- **WORK REQUEST**
Your answer should consist of all lines in the listing that hold the word "junction".

- **EXERCISE MATERIAL**
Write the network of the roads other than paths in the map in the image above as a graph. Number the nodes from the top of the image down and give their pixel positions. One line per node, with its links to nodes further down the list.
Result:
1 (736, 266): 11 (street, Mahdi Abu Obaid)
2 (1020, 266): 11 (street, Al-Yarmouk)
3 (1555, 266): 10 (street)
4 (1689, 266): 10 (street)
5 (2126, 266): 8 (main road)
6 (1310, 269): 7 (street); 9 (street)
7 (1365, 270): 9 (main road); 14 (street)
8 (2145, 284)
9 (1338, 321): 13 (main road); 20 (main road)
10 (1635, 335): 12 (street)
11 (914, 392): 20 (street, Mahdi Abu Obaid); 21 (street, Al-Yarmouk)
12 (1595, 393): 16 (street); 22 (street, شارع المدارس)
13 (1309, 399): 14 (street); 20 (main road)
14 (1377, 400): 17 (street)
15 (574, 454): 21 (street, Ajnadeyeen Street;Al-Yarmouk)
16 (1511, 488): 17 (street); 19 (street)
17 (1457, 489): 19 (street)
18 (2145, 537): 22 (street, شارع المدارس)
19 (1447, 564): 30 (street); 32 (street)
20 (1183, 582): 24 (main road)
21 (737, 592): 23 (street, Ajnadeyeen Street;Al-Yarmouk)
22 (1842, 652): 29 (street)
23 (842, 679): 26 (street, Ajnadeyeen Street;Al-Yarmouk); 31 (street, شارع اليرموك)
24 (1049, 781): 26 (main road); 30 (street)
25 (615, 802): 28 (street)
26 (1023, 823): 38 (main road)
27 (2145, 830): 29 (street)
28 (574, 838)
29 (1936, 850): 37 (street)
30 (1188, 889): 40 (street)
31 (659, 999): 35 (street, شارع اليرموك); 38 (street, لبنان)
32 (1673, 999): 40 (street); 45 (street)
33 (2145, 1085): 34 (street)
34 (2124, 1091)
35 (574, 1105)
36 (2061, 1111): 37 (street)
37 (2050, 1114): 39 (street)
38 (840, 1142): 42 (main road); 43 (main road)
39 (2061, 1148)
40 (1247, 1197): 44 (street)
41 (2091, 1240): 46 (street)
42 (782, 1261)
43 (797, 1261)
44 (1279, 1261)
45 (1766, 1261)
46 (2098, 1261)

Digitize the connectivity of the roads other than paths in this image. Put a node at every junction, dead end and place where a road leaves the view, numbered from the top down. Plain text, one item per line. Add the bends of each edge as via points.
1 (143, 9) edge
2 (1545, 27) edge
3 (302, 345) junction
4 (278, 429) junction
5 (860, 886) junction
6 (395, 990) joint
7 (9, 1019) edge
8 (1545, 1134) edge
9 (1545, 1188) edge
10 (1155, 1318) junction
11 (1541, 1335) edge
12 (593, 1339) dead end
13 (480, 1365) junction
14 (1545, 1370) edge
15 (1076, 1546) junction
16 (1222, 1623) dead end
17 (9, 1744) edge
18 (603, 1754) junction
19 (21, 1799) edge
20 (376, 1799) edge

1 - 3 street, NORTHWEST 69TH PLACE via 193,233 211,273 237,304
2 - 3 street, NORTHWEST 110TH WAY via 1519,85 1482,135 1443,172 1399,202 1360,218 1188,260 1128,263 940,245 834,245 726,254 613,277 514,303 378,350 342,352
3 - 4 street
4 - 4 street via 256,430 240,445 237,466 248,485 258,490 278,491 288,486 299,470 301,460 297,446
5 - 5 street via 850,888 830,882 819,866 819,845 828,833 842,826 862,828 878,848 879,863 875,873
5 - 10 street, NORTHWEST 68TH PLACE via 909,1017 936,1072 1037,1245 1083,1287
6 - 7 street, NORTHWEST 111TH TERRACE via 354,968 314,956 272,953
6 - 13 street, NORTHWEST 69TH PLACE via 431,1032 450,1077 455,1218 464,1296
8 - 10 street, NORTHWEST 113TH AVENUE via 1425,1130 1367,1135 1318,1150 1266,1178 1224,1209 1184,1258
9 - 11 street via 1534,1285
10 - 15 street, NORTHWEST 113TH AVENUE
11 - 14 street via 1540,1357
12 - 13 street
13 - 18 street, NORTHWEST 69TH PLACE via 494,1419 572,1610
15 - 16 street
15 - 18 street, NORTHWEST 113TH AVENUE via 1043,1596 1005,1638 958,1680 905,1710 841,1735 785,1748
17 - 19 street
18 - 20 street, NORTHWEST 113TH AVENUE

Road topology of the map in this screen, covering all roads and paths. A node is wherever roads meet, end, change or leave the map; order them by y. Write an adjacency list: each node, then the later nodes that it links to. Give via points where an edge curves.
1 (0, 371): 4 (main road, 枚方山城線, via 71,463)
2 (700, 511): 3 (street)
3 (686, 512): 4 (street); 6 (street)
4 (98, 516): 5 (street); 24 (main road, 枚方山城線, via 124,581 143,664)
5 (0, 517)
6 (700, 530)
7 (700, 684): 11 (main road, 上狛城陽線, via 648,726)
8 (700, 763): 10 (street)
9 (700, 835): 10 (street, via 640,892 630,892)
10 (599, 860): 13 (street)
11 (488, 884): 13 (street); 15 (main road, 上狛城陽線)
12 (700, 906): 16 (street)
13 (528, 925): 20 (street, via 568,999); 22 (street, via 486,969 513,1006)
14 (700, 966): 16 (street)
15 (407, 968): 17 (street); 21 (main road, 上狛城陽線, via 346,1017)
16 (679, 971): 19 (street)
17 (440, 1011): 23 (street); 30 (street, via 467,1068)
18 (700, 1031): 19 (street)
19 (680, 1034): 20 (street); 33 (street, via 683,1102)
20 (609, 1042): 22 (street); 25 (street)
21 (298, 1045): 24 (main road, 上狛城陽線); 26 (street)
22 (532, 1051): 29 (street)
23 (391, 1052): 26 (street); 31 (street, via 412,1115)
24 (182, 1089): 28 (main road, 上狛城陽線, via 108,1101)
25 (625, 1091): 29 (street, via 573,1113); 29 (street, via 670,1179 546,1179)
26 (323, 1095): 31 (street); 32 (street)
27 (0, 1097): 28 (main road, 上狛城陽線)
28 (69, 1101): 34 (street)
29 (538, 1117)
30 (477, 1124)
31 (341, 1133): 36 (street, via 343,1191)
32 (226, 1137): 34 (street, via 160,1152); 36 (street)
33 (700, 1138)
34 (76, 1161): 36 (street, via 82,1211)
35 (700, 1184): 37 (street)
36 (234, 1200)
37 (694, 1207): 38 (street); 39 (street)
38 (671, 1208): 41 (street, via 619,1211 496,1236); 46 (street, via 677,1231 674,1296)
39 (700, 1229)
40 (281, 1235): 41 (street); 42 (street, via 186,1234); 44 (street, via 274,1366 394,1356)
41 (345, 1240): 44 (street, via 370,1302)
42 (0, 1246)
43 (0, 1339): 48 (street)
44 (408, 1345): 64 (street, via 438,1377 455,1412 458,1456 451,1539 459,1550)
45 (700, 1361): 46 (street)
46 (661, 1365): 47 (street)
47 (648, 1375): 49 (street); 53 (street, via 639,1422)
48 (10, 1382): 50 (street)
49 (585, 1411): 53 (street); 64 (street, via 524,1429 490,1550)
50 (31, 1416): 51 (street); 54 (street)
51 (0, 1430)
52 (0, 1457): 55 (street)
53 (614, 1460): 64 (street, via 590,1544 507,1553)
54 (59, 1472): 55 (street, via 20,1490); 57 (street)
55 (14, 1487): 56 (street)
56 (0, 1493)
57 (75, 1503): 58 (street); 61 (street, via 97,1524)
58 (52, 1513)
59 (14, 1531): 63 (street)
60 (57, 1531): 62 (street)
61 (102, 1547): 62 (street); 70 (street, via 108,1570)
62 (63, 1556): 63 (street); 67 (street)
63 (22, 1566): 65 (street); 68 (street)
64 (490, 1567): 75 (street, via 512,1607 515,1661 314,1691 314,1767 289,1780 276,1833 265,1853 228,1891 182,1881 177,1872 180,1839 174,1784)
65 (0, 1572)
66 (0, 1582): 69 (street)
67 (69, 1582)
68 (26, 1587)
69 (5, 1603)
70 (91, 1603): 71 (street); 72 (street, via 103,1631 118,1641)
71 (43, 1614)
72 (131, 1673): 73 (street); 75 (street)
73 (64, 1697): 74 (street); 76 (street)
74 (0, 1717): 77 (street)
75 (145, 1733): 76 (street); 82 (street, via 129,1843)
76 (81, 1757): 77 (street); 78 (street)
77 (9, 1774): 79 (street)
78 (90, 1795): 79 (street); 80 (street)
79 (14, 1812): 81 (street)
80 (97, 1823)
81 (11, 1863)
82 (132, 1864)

- **SOLUTION FOR THIS PROBLEM**
Digitize the connectivity of the roads other than paths in this image. Put a node at every junction, dead end and place where a road leaves the view, numbered from the top down. Plain text, one item per line. Add the bends of each edge as via points.
3 (302, 345) junction
4 (278, 429) junction
5 (860, 886) junction
10 (1155, 1318) junction
13 (480, 1365) junction
15 (1076, 1546) junction
18 (603, 1754) junction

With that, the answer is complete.